**AOS HOMENS DE BOA VONTADE... EIS A PALAVRA; A MIM... RESTA-ME PENSÁ-LAS E RELINCHÁ-LAS** - TÍTULO E PINTURA: Graça Fontis/AFORISMO: Manoel Ferreira Neto
“Suave, mari magno turbandibus aequora ventis,
e terra magnum alterius spectare laborem,
non quia vexare quemquamst jucunda voluptas,
sede quibus ipse mali careas quia cemere suave este”.
Aquele digníssimo escritor que escrevera as memórias póstumas de Brás
Cubas escrevera acerca destas palavras de Lucrécio: “É agradável, quando o
imenso mar se encapela sob a ação do vento, assistir da terra firme às lutas
dos outros, não porque o seu tormento seja coisa deleitável, mas porque é
empolgante a luta dos homens contra os elementos”. Diz ainda o poeta que
igualmente agradável seria ver uma batalha, de um lugar abrigado, mas a
verdadeira sabedoria humana seria habitar na serenidade dos templos edificados
pelos sábios... Têm aquela epígrafe latina os versos que o autor das memórias
póstumas publicou nas “Ocidentais”, em que mostra um grupo de curiosos
assistindo, como se fossem um divertimento, às convulsões de um cão que agoniza
na rua.
No princípio, o homem, em sua marcha evolutiva, não conhecia senão
sinais audíveis produzidos pela natureza, pelos animais ou por ele mesmo em
sons não articulados, sem a mensagem inteligente falada.
Forçado pela necessidade de se comunicar com os outros de sua espécie ou
no convívio familiar, na vida em comum, o homem começou a emitir sons que no
início não passavam de urros guturais indistintos e pouco significativos, na
tentativa de falar.
Com o tempo ele foi desenvolvendo seu meio rudimentar de se fazer
entender até conseguir um conjunto de sons por meio da voz, para cada vocábulo
necessário, ainda que pobremente articulado, nascendo, assim, o modo
inteligente do ser humano se expressar através das palavras.
O tempo passou em milênios e o homem primitivo, pela hereditariedade e
vivência, transferiu à sua descendência, que, por sua vez, numa espantosa
versatilidade intelecto-física, passou de povo a povo os sons inteligíveis em
palavras para a multiplicidade fantástica de línguas em uso atualmente no mundo
inteiro, sem falar das línguas extintas. O latim é uma delas, o tupi-guarani...
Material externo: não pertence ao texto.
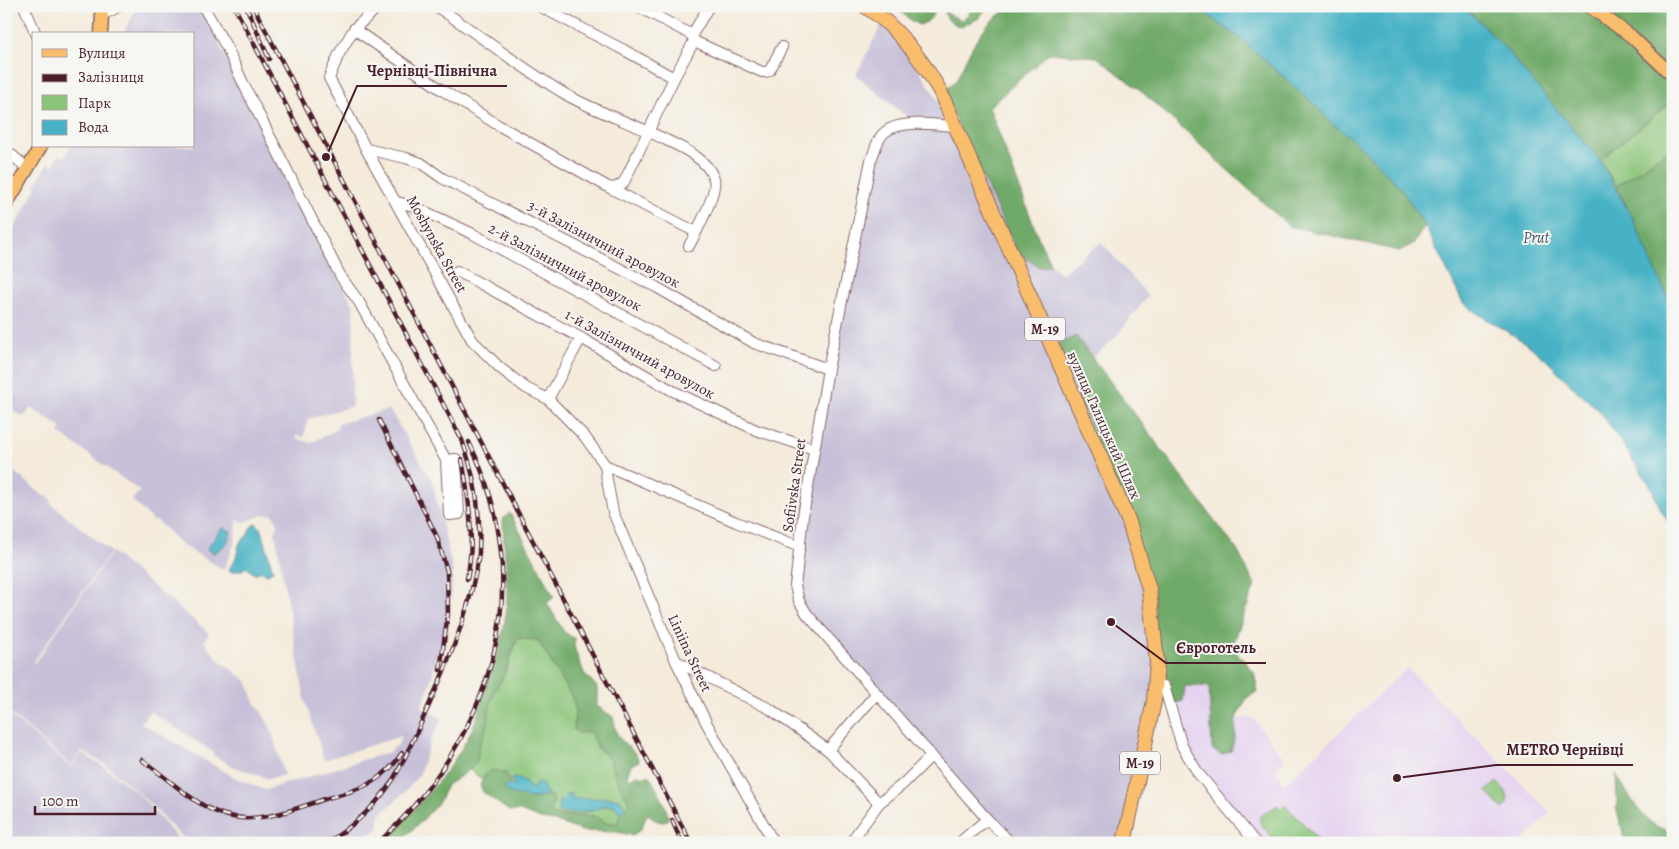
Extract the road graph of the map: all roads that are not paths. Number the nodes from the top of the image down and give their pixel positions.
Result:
1 (24, 6) edge
2 (120, 6) edge
3 (203, 6) edge
4 (379, 6) edge
5 (436, 6) edge
6 (540, 6) edge
7 (637, 6) edge
8 (709, 6) edge
9 (865, 6) edge
10 (1588, 6) edge
11 (101, 11) edge
12 (354, 29) junction
13 (35, 32) edge
14 (101, 32) edge
15 (693, 38) junction
16 (782, 46) dead end
17 (1673, 76) edge
18 (674, 78) junction
19 (955, 126) junction
20 (649, 131) junction
21 (40, 148) edge
22 (366, 148) junction
23 (6, 150) edge
24 (28, 169) junction
25 (12, 183) edge
26 (610, 188) junction
27 (397, 202) junction
28 (6, 205) edge
29 (696, 232) junction
30 (689, 246) dead end
31 (457, 271) dead end
32 (581, 338) junction
33 (716, 366) dead end
34 (828, 369) junction
35 (548, 399) junction
36 (814, 449) junction
37 (446, 460) junction
38 (606, 464) junction
39 (800, 547) junction
40 (676, 661) junction
41 (1155, 683) junction
42 (876, 694) junction
43 (828, 750) junction
44 (931, 756) junction
45 (879, 803) junction
46 (987, 818) junction
47 (774, 843) edge
48 (850, 843) edge
49 (959, 843) edge
50 (1011, 843) edge
51 (1124, 843) edge
52 (1256, 843) edge

1 - 13 street
2 - 11 street
3 - 37 street
4 - 12 street, Moshynska Street
5 - 20 street
6 - 18 street
7 - 15 street
8 - 15 street
9 - 19 highway, вулиця Галицький Шлях / М-19
10 - 17 main road
11 - 14 main road
12 - 22 street, Moshynska Street
12 - 26 street
15 - 16 street
15 - 18 street
18 - 20 street
19 - 34 street, Sofiivska Street
19 - 41 highway, вулиця Галицький Шлях / М-19
20 - 26 street
20 - 29 street
21 - 24 main road
22 - 27 street, Moshynska Street
22 - 34 street, 3-й Залізничний аровулок
23 - 24 street
24 - 25 main road
25 - 28 main road
26 - 29 street
27 - 33 street, 2-й Залізничний аровулок
27 - 35 street, Moshynska Street
29 - 30 street
31 - 32 street, 1-й Залізничний аровулок
32 - 35 street
32 - 36 street, 1-й Залізничний аровулок
34 - 36 street, Sofiivska Street
35 - 38 street, Moshynska Street
36 - 39 street, Sofiivska Street
37 - 37 street
38 - 39 street
38 - 40 street, Liniina Street
39 - 42 street, Sofiivska Street
40 - 43 street
40 - 47 street, Liniina Street
41 - 51 highway, вулиця Галицький Шлях / М-19
41 - 52 street
42 - 43 street
42 - 44 street, Sofiivska Street
43 - 45 street
44 - 45 street
44 - 46 street, Sofiivska Street
45 - 48 street
46 - 49 street
46 - 50 street, Sofiivska Street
Guido Neves estudara Latim nos seus tempos de universitário no curso de
Direito, e sem o Latim não poderia compreender o Direito, o berço é Roma. Não
digo em absoluto que só lhe faltava latir expressamente, pois que não podia
entender coisa alguma do que estava dizendo: não ficava falando latim com as
pessoas pelos pastos da Fazenda dos Bois. Conhecia um pouco.
A palavra é recurso maravilhoso, é dom divino do entendimento entre os
homens que às vezes é desviada de sua nobre função. O homem por ignorância,
negligência ou brutalidade, desconhecendo os efeitos funestos de sua aplicação,
a usa, não raro, para ferir ou maltratar o seu semelhante.
Suportemos a cruz e a existência no deserto, nutrindo-nos de gafanhotos
e de raízes; decerto podemos orgulhar-nos dos filhos da liberdade, do livre
amor, de seu sublime sacrifício em nosso nome. Palavras proféticas?!... Não. É
o que sinto neste instante em que faço a sesta deitado à soleira do curral,
ouvindo Guido Neves lendo em voz alta um livro a que aprecia sobremodo.
O refrangir dos cristais e dos serviços de eletro-prata
a rebrilhar no grande armário envidraçado;
e no centro da casa a mesa elástica
já convenientemente preparada para o jantar
com a toalha alvejante e o branco luzidio dos pratos
dentre os quais se erguia, a tocar quase no lustre bronzeado,
a fruteira de bacará – pirâmide alaranjada que se terminava
floridamente num grande ramo de crótons.
“Tu escorres tempo abaixo – o sentimento flui em miríade de luzes,
encontrando o céu e a terra. A música toca as mãos, sinos badalam, e tu, de
olhos espertos e perspicazes, compenetras no sentido de um coração forte,
superando todas as ofensas e desilusões.
Somos homens; todos que oramos em noites escuras e frias, buscando a
penetração no silêncio de nosso espírito, onde reside a iluminação, desejamos,
sem dúvida, a Luz que irradia e vela as nossas almas...”“.